MANHATTAN (CN) - The bar associations of New York City's five boroughs filed a motion for an expedited appeal against Mayor Michael Bloomberg's competitive bidding plan, which would assign tens of thousands of conflict cases involving indigent defendants to the already "overburdened and underfunded" Legal Aid Society and other institutional providers.

A New York County judge had dismissed the associations' first petition for an injunction against the plan, finding that the city had acted within its rights by passing an order to abandon the structure set up in 1965, which created the system of representation for criminal defendants who cannot otherwise afford counsel.

"The court recognizes that the city's current plan may cause substantial hardship to private 18-B attorneys," Justice Anil Singh wrote on Jan. 3, referring to private lawyers who take on indigent defense clients assigned by the court. "The economic hardship must be balanced against the city's statutory right to implement a plan that provides adequate representation to indigent defendants charged with a crime. Whether the plan as implemented by the city will meet constitutional standards is yet to unfold."

In the appeal filed Jan. 20, the bar associations say the city cannot adopt a plan that regulates their work without first getting their approval.

"Instead of relying on the plan the city implemented with the advice and cooperation of the county bars in 1965, the mayor was seeking to select all defense providers without the county bars' input, through a confidential competitive bidding process that threatened to emphasize low-cost over quality of legal services," according to a statement released by Haynes and Boone, which represents the associations. "This proposal poses a serious risk that New York City's system for providing legal services to the poor will fall below state and federal constitutional standards."

The bars renewed their plea for an injunction in the motion, claiming that under Bloomberg's plan "the county bars will immediately be sidelined in the indigent defense system."

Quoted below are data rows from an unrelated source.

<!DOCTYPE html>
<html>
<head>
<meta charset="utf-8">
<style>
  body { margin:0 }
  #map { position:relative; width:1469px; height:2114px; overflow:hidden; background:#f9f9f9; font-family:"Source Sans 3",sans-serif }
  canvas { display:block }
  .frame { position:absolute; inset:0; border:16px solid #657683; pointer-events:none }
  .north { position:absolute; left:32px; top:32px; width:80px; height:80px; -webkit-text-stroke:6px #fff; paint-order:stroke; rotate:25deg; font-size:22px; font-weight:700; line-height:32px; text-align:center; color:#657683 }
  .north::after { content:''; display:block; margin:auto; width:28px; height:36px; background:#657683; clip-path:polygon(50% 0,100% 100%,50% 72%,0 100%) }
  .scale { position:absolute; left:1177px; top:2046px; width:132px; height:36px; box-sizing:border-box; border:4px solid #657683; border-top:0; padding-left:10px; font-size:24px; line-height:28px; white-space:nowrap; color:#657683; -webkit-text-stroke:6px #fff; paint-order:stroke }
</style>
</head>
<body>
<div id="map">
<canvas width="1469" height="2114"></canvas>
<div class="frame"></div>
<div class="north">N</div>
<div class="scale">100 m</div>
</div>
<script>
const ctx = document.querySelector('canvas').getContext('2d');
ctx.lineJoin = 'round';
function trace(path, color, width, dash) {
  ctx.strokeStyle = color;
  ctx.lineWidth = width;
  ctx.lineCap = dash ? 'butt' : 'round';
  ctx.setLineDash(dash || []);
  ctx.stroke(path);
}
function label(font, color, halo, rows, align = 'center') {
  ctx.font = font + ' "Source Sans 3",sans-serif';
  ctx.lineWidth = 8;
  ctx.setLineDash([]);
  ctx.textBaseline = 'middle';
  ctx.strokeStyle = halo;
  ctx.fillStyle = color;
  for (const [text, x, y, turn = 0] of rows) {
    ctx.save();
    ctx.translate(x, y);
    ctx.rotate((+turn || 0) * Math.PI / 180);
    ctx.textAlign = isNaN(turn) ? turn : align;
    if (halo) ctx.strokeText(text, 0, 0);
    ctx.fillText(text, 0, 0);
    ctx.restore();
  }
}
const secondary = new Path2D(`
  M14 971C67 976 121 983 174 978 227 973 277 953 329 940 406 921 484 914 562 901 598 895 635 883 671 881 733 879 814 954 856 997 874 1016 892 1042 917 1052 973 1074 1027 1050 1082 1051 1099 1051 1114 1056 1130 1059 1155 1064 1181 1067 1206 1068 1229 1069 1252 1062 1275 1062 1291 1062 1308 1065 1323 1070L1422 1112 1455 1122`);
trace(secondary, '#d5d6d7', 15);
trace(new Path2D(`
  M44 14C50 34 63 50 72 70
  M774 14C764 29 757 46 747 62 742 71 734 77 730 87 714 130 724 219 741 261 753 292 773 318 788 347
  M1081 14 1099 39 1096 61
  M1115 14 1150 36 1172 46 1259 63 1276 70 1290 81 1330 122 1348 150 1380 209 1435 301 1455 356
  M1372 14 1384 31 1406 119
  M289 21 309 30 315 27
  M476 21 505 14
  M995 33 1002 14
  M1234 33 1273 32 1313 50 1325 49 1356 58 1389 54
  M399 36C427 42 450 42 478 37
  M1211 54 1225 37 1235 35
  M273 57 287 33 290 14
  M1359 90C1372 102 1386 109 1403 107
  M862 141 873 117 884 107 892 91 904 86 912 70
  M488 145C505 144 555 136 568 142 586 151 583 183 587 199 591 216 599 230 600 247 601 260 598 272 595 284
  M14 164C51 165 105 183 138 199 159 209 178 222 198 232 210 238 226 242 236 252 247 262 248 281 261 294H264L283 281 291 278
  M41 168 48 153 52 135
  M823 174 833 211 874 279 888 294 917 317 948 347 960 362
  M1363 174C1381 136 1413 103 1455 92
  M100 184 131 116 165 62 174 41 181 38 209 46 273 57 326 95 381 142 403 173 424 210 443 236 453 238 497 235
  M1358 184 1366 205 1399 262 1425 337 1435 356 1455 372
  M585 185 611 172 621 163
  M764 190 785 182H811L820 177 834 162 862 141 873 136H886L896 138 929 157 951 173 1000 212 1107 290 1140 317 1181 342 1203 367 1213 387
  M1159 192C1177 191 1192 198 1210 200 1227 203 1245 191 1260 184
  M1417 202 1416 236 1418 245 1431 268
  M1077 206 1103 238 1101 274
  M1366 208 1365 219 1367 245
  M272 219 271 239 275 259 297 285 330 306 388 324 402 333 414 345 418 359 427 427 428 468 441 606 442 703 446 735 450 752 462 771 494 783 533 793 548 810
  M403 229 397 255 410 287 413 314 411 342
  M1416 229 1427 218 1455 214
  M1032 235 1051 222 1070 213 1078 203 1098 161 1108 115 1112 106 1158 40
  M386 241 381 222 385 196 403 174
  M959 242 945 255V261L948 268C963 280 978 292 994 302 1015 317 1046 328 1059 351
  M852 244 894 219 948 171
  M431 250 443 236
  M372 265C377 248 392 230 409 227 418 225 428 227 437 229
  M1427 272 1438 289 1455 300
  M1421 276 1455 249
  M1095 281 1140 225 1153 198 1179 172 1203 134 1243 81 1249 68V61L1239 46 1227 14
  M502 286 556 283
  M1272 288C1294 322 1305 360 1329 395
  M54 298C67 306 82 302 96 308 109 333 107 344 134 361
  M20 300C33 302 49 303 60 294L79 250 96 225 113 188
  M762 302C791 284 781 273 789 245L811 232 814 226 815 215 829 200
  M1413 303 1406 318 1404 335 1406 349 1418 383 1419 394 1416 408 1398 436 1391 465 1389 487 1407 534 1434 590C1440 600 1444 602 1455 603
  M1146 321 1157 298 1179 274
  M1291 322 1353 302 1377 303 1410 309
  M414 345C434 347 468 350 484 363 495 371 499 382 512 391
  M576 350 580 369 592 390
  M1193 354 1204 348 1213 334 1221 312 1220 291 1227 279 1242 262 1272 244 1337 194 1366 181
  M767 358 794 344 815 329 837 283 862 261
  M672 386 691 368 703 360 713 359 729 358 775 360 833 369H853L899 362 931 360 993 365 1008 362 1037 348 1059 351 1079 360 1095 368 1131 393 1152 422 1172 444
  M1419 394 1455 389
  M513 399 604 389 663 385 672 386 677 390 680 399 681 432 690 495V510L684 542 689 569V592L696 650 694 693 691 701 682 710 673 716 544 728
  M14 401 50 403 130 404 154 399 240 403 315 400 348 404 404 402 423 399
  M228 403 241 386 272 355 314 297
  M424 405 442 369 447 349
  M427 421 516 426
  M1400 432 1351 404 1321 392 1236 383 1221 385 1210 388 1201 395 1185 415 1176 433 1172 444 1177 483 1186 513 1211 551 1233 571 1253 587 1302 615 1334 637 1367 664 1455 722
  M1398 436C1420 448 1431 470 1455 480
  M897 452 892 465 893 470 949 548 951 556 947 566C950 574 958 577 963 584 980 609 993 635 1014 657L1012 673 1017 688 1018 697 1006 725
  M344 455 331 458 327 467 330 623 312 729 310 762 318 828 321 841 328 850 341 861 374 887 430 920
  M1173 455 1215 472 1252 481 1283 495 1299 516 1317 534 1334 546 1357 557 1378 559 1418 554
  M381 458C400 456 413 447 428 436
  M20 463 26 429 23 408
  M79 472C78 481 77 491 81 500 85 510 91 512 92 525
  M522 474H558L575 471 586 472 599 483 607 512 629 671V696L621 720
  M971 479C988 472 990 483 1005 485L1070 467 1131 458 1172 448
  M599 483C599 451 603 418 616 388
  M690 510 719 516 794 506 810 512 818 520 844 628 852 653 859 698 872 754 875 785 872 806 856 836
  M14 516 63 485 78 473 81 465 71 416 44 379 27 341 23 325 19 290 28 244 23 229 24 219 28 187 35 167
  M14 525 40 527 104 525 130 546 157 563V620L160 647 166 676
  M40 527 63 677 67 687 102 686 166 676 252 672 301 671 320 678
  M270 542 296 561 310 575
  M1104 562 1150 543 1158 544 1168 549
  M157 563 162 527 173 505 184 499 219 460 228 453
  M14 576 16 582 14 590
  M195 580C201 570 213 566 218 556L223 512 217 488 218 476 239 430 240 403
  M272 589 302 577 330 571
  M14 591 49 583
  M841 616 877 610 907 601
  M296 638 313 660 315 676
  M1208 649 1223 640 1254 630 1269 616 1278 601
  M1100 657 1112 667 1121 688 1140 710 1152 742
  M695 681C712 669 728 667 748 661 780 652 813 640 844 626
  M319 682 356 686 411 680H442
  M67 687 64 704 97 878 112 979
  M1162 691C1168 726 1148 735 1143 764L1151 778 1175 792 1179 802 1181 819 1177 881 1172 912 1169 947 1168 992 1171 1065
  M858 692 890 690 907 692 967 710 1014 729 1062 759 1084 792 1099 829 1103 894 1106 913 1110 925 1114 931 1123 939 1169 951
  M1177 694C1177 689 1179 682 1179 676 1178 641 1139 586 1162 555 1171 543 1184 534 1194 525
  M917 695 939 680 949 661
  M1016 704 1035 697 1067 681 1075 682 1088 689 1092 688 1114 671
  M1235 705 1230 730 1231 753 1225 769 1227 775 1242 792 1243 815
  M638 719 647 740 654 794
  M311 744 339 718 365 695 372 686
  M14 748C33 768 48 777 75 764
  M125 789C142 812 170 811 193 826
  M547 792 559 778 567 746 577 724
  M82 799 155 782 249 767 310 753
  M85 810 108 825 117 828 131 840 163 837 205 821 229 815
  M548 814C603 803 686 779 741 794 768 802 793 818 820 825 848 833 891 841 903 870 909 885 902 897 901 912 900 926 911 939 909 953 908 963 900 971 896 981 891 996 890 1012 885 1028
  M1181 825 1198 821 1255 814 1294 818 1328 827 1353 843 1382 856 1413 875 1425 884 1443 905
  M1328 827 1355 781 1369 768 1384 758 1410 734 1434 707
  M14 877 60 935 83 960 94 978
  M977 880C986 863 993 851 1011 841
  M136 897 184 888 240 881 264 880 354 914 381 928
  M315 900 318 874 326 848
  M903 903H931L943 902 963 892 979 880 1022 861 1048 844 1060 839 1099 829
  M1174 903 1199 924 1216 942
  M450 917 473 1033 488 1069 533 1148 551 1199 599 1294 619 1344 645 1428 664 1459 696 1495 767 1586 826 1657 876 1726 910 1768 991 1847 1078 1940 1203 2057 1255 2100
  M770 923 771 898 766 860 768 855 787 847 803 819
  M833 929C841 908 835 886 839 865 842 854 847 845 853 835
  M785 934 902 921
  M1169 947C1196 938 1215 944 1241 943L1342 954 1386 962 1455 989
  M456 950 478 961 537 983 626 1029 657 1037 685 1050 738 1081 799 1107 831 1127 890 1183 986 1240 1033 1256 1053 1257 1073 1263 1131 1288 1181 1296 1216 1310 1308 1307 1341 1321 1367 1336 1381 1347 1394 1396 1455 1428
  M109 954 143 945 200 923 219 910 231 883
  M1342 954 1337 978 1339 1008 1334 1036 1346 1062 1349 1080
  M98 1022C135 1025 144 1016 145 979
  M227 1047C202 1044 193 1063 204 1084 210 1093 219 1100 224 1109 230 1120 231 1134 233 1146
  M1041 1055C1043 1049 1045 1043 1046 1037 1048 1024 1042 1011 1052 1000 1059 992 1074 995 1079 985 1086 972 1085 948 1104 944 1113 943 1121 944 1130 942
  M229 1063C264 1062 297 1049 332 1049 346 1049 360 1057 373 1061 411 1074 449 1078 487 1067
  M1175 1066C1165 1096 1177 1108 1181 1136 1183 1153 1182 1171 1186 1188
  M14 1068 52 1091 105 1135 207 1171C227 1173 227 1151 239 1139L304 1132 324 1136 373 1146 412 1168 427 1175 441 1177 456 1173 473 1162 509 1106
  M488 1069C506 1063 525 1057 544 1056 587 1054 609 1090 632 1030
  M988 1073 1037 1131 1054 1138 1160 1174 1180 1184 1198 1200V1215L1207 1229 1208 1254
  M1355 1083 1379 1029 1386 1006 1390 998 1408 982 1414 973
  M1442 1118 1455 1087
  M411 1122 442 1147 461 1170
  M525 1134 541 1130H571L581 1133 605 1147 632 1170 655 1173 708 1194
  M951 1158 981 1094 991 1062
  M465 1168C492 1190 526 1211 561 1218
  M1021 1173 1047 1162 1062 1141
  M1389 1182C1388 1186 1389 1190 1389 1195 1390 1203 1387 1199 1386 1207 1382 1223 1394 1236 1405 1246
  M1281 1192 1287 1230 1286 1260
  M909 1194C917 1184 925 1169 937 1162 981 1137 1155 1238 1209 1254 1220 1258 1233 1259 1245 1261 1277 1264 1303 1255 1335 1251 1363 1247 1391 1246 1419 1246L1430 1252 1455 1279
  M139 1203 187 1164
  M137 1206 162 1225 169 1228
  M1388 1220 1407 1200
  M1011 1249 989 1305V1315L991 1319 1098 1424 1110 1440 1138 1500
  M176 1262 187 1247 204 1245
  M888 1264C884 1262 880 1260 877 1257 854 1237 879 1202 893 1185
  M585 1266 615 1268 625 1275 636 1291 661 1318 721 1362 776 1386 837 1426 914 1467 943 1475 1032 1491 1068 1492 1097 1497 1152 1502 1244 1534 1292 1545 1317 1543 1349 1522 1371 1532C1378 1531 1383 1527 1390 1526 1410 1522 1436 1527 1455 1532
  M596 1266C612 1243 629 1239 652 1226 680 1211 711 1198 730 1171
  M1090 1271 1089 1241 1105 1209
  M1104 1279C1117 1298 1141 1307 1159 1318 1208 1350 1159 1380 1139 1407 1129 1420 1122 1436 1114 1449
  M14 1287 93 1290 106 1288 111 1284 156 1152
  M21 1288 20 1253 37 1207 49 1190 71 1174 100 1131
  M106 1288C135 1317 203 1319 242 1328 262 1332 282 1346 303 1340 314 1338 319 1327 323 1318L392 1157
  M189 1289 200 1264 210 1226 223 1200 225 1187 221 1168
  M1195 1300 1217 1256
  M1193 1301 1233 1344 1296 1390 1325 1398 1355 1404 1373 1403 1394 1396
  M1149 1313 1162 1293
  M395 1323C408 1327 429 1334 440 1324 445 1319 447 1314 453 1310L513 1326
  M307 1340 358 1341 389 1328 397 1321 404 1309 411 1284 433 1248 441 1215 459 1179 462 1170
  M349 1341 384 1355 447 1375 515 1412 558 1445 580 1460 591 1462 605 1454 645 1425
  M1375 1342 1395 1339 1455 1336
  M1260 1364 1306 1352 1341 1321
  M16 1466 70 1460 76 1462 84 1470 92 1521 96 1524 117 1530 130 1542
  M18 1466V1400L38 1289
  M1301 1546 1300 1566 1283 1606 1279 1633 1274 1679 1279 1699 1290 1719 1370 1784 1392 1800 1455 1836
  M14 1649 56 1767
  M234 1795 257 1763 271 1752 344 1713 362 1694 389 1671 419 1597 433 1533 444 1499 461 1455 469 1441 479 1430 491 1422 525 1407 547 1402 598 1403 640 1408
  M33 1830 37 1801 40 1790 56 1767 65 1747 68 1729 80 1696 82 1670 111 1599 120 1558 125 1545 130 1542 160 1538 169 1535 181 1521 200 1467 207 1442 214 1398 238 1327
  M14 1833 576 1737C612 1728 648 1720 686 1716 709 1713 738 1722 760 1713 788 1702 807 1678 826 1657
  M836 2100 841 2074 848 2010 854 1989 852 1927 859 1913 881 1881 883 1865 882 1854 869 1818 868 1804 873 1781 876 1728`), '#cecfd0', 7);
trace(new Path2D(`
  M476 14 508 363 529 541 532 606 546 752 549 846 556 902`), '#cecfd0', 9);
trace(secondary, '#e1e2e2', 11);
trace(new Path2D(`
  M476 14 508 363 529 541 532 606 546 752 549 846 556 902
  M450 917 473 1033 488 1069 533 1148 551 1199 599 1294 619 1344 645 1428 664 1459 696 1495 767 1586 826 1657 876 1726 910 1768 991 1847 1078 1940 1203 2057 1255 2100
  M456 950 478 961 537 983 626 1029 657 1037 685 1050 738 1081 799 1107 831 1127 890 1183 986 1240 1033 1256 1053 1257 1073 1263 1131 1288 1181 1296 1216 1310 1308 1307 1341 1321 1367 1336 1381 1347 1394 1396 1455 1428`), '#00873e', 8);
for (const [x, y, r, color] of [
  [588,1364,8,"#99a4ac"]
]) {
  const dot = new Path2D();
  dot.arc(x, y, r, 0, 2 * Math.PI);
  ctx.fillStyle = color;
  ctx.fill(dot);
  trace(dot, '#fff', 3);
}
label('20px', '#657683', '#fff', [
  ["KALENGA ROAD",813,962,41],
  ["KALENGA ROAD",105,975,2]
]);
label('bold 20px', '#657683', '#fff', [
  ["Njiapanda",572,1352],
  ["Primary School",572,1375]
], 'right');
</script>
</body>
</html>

"The county bars merely wish to maintain the status quo in the indigent defense system to ensure that, during the pendency of this appeal, it continues to operate as it has for the past 45 years," the motion states. "Absent such relief, it is likely the bar plan panels will either be disbanded or threatened by the loss of membership. ... With the already fragile constitutional protections of the indigent at stake, these likely consequences cannot be tolerated when a status quo that has existed for decades can be maintained by a stay for the period it takes to determine the appeal."

Under the 1965 system, county law 18-B was enacted to give indigent defendants four options for representation: public defender, private legal aid society, private attorneys who are paid an hourly rate and furnished by a bar and approved by a state administrator, or any combination of those plans.

"By reserving oversight for the county bars and the courts, Article 18-B ensures that the city cannot unilaterally fashion an indigent defense system by fiat," the groups claimed in their original petition.

"New York City's indigent defense system is already over-burdened and under-funded," that filing states. "Respondents' proposed overhaul of the system ... threatens to further stress and financially starve both the institutional providers and any remaining private attorney panels under the control of the city without any participation by the county bars as advocates and monitors for the constitutional rights of the indigent."

The bidding system, moreover, is also a "new, untested system in which there are no stakeholders free from financial conflicts of interest," the bar associations claim.

They say they want to reinstate the 1965 system "to protect the rights of countless poor New Yorkers whose constitutional right to the effective assistance of counsel is imminently threatened by respondents' plans to replace a legislatively mandated indigent defense system."

They also claim the new system comes with a 30 percent drop in funding. Whereas the budget for indigent defense counsel in the city was $140.1 million in 2009 and nearly $152 million in 2008, the budget for Bloomberg's "entire new plan" is just $101.1 million, the bar groups claim. Meanwhile, there is no sign of a reduction in "burgeoning caseloads."

"Particularly in times of economic crisis, there is every reason to believe the number of people qualifying for assigned counsel will increase," the original petition states.

The bar associations continue to be represented by David Siegal with Haynes and Boone.